Task objective - Before repeating the entries below, strip out every picture and keep all else as it is.

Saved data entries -
____

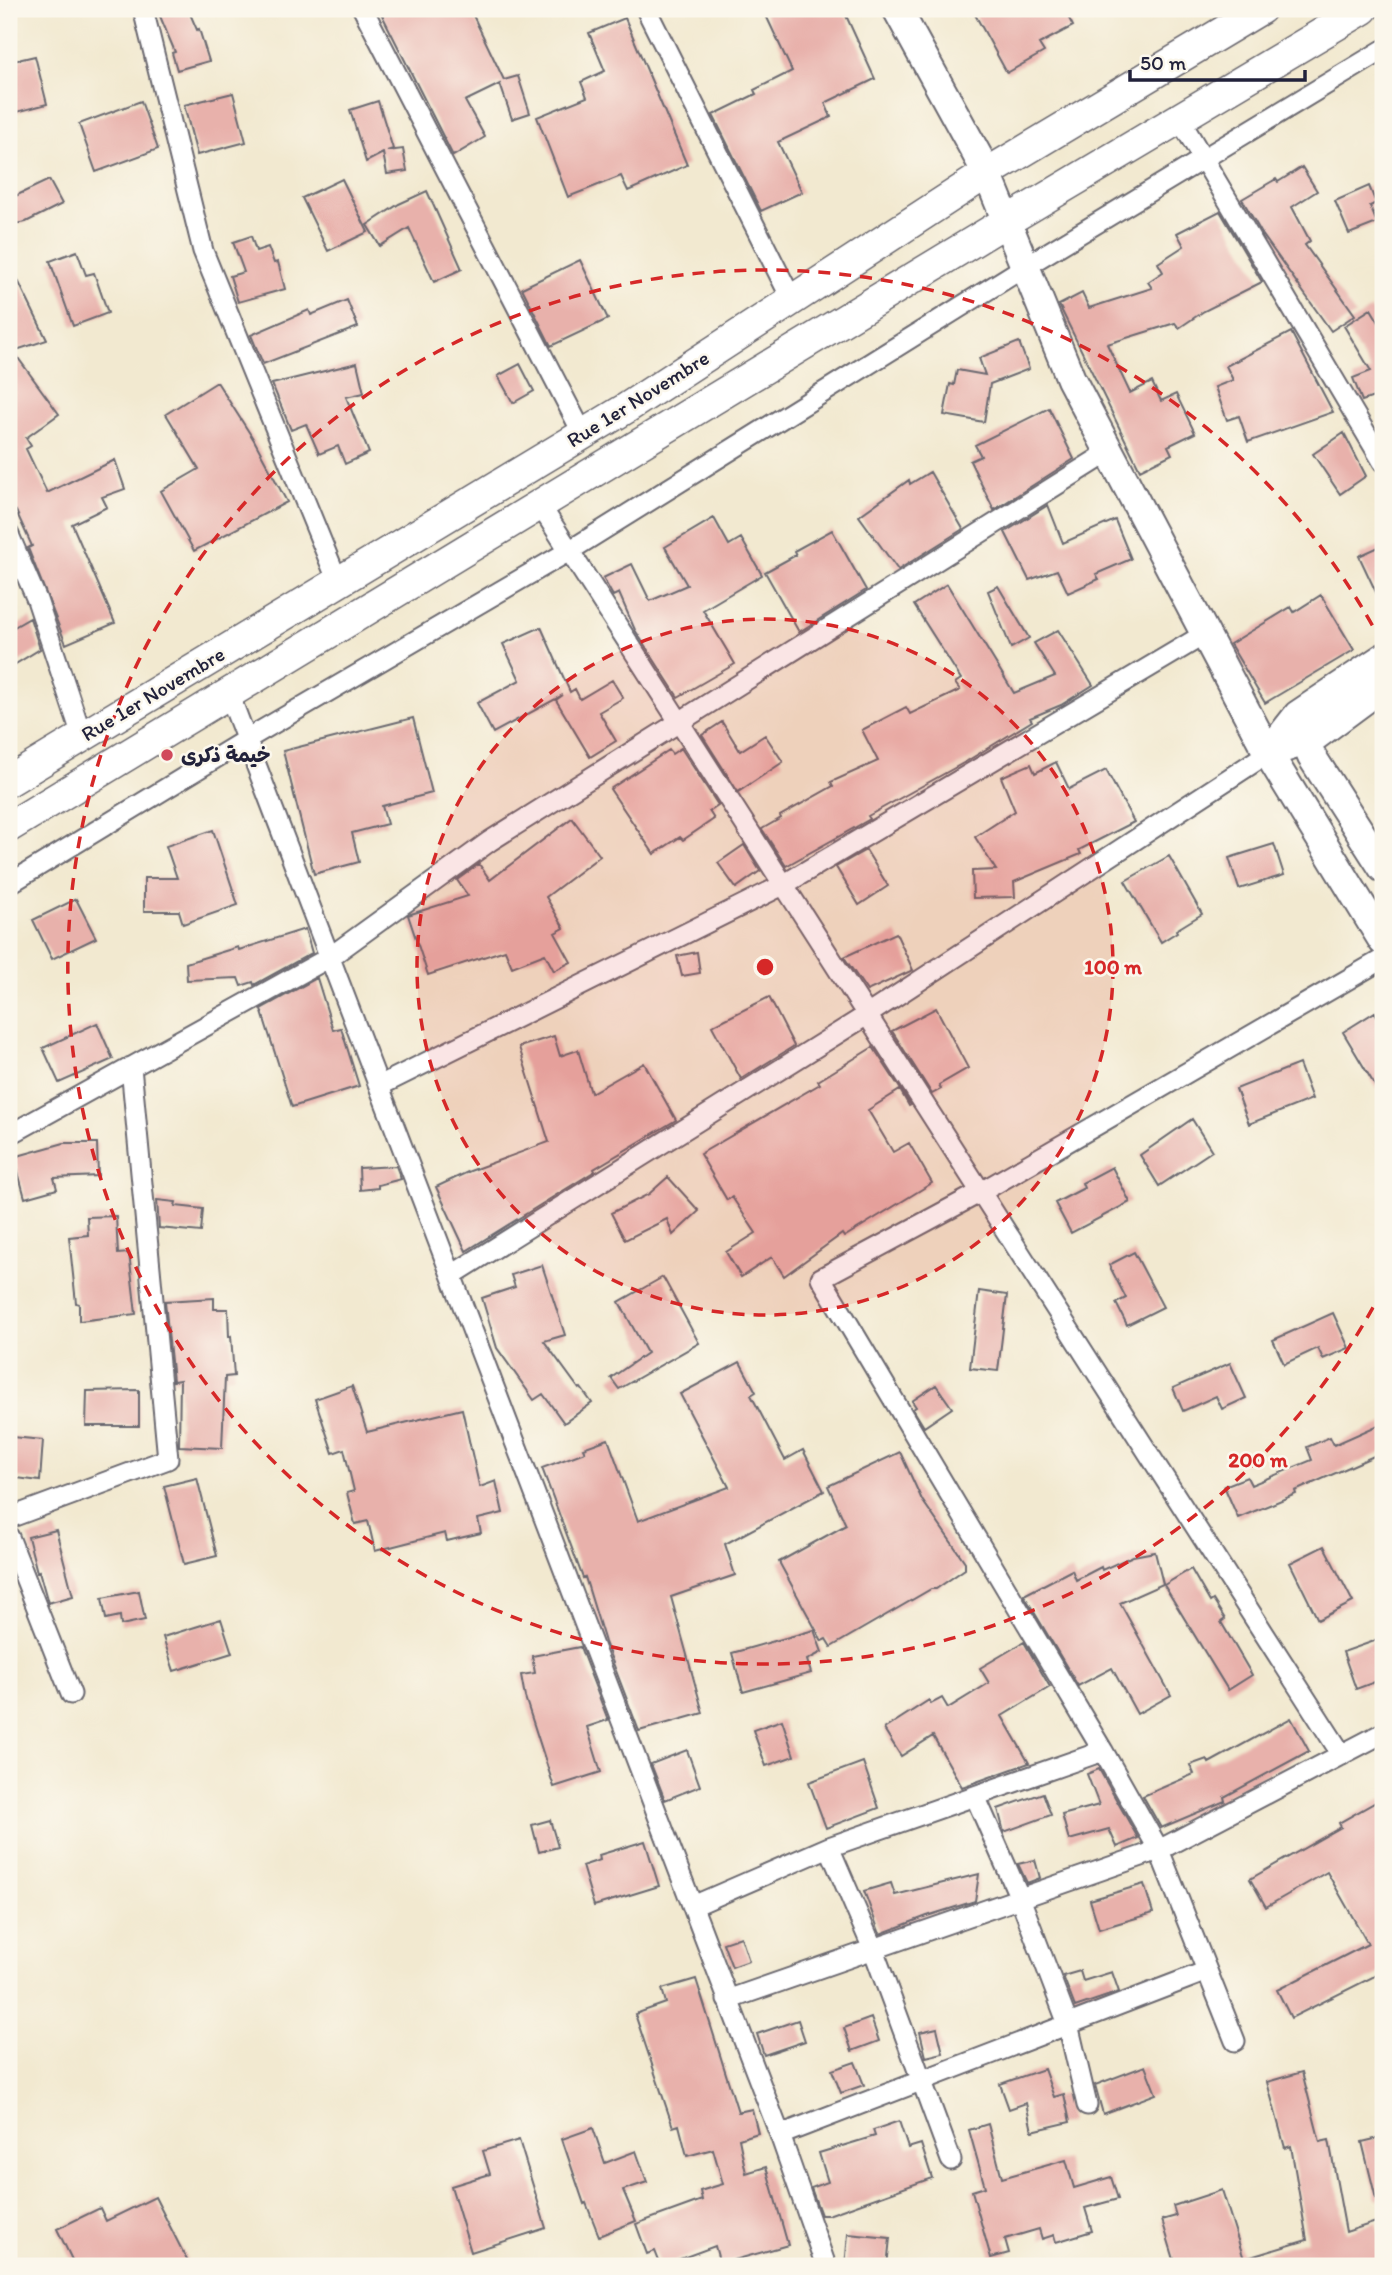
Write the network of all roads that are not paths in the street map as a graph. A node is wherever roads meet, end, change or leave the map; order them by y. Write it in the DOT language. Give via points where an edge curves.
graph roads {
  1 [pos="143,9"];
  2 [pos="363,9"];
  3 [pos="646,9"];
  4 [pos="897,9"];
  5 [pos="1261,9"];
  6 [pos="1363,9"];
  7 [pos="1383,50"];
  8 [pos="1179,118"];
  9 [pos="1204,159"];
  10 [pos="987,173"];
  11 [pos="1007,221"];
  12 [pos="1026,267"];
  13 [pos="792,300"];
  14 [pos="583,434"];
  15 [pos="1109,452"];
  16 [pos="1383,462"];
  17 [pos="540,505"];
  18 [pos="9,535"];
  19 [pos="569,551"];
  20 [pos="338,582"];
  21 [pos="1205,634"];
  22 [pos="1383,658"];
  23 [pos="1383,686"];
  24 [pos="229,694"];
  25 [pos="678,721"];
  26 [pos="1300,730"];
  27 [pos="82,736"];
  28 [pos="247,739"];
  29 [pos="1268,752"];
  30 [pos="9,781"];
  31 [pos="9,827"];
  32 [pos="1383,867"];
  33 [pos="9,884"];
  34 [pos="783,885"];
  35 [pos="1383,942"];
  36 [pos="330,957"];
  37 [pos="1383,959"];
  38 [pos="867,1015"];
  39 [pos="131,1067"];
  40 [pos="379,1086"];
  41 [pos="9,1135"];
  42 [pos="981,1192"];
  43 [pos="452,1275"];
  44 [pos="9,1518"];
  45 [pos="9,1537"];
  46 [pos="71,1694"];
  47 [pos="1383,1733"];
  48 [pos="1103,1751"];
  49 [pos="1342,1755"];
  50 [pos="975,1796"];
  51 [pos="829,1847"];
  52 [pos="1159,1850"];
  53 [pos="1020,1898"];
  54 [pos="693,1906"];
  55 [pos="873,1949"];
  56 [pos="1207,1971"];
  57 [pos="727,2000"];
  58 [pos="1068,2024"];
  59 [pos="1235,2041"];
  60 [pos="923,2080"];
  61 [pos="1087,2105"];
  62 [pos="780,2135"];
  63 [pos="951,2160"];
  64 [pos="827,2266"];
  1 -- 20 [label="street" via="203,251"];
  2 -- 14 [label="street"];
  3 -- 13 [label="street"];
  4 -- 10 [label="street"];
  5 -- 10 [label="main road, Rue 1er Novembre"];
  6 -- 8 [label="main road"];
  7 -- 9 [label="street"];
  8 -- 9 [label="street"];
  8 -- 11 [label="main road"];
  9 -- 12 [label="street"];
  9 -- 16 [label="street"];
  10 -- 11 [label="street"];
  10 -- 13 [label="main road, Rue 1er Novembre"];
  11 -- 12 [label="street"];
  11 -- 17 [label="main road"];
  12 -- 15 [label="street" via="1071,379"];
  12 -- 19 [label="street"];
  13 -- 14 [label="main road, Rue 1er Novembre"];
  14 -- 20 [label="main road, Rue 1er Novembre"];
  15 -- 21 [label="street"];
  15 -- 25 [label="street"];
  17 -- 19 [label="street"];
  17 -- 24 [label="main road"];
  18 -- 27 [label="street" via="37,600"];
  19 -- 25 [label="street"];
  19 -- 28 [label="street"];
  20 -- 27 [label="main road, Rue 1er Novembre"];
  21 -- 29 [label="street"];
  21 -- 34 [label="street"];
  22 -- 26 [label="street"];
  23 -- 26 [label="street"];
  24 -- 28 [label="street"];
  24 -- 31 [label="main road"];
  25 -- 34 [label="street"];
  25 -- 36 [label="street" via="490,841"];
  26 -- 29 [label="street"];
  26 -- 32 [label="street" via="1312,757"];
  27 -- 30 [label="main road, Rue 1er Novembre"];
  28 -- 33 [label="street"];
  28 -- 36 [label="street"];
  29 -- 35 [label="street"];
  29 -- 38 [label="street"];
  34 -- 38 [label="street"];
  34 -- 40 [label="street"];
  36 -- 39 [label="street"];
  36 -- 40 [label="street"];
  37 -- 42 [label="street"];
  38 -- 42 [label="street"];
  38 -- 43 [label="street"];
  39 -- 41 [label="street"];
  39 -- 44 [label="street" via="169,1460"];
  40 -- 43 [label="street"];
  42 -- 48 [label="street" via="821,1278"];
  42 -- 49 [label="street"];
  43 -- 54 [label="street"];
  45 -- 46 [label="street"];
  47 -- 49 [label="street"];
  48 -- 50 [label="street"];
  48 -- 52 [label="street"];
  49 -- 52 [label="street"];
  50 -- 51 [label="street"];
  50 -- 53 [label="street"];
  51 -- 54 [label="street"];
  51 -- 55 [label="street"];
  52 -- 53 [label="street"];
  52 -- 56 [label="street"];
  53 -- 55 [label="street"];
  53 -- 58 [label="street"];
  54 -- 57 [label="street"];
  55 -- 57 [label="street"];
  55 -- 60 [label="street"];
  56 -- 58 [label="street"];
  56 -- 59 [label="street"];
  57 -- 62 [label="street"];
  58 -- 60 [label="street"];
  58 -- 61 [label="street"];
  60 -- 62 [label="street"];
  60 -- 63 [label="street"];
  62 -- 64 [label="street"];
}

____

Result of the exercise -
Write the network of all roads that are not paths in the street map as a graph. A node is wherever roads meet, end, change or leave the map; order them by y. Write it in the DOT language. Give via points where an edge curves.
graph roads {
  1 [pos="143,9"];
  2 [pos="363,9"];
  3 [pos="646,9"];
  4 [pos="897,9"];
  5 [pos="1261,9"];
  6 [pos="1363,9"];
  7 [pos="1383,50"];
  8 [pos="1179,118"];
  9 [pos="1204,159"];
  10 [pos="987,173"];
  11 [pos="1007,221"];
  12 [pos="1026,267"];
  13 [pos="792,300"];
  14 [pos="583,434"];
  15 [pos="1109,452"];
  16 [pos="1383,462"];
  17 [pos="540,505"];
  18 [pos="9,535"];
  19 [pos="569,551"];
  20 [pos="338,582"];
  21 [pos="1205,634"];
  22 [pos="1383,658"];
  23 [pos="1383,686"];
  24 [pos="229,694"];
  25 [pos="678,721"];
  26 [pos="1300,730"];
  27 [pos="82,736"];
  28 [pos="247,739"];
  29 [pos="1268,752"];
  30 [pos="9,781"];
  31 [pos="9,827"];
  32 [pos="1383,867"];
  33 [pos="9,884"];
  34 [pos="783,885"];
  35 [pos="1383,942"];
  36 [pos="330,957"];
  37 [pos="1383,959"];
  38 [pos="867,1015"];
  39 [pos="131,1067"];
  40 [pos="379,1086"];
  41 [pos="9,1135"];
  42 [pos="981,1192"];
  43 [pos="452,1275"];
  44 [pos="9,1518"];
  45 [pos="9,1537"];
  46 [pos="71,1694"];
  47 [pos="1383,1733"];
  48 [pos="1103,1751"];
  49 [pos="1342,1755"];
  50 [pos="975,1796"];
  51 [pos="829,1847"];
  52 [pos="1159,1850"];
  53 [pos="1020,1898"];
  54 [pos="693,1906"];
  55 [pos="873,1949"];
  56 [pos="1207,1971"];
  57 [pos="727,2000"];
  58 [pos="1068,2024"];
  59 [pos="1235,2041"];
  60 [pos="923,2080"];
  61 [pos="1087,2105"];
  62 [pos="780,2135"];
  63 [pos="951,2160"];
  64 [pos="827,2266"];
  1 -- 20 [label="street" via="203,251"];
  2 -- 14 [label="street"];
  3 -- 13 [label="street"];
  4 -- 10 [label="street"];
  5 -- 10 [label="main road, Rue 1er Novembre"];
  6 -- 8 [label="main road"];
  7 -- 9 [label="street"];
  8 -- 9 [label="street"];
  8 -- 11 [label="main road"];
  9 -- 12 [label="street"];
  9 -- 16 [label="street"];
  10 -- 11 [label="street"];
  10 -- 13 [label="main road, Rue 1er Novembre"];
  11 -- 12 [label="street"];
  11 -- 17 [label="main road"];
  12 -- 15 [label="street" via="1071,379"];
  12 -- 19 [label="street"];
  13 -- 14 [label="main road, Rue 1er Novembre"];
  14 -- 20 [label="main road, Rue 1er Novembre"];
  15 -- 21 [label="street"];
  15 -- 25 [label="street"];
  17 -- 19 [label="street"];
  17 -- 24 [label="main road"];
  18 -- 27 [label="street" via="37,600"];
  19 -- 25 [label="street"];
  19 -- 28 [label="street"];
  20 -- 27 [label="main road, Rue 1er Novembre"];
  21 -- 29 [label="street"];
  21 -- 34 [label="street"];
  22 -- 26 [label="street"];
  23 -- 26 [label="street"];
  24 -- 28 [label="street"];
  24 -- 31 [label="main road"];
  25 -- 34 [label="street"];
  25 -- 36 [label="street" via="490,841"];
  26 -- 29 [label="street"];
  26 -- 32 [label="street" via="1312,757"];
  27 -- 30 [label="main road, Rue 1er Novembre"];
  28 -- 33 [label="street"];
  28 -- 36 [label="street"];
  29 -- 35 [label="street"];
  29 -- 38 [label="street"];
  34 -- 38 [label="street"];
  34 -- 40 [label="street"];
  36 -- 39 [label="street"];
  36 -- 40 [label="street"];
  37 -- 42 [label="street"];
  38 -- 42 [label="street"];
  38 -- 43 [label="street"];
  39 -- 41 [label="street"];
  39 -- 44 [label="street" via="169,1460"];
  40 -- 43 [label="street"];
  42 -- 48 [label="street" via="821,1278"];
  42 -- 49 [label="street"];
  43 -- 54 [label="street"];
  45 -- 46 [label="street"];
  47 -- 49 [label="street"];
  48 -- 50 [label="street"];
  48 -- 52 [label="street"];
  49 -- 52 [label="street"];
  50 -- 51 [label="street"];
  50 -- 53 [label="street"];
  51 -- 54 [label="street"];
  51 -- 55 [label="street"];
  52 -- 53 [label="street"];
  52 -- 56 [label="street"];
  53 -- 55 [label="street"];
  53 -- 58 [label="street"];
  54 -- 57 [label="street"];
  55 -- 57 [label="street"];
  55 -- 60 [label="street"];
  56 -- 58 [label="street"];
  56 -- 59 [label="street"];
  57 -- 62 [label="street"];
  58 -- 60 [label="street"];
  58 -- 61 [label="street"];
  60 -- 62 [label="street"];
  60 -- 63 [label="street"];
  62 -- 64 [label="street"];
}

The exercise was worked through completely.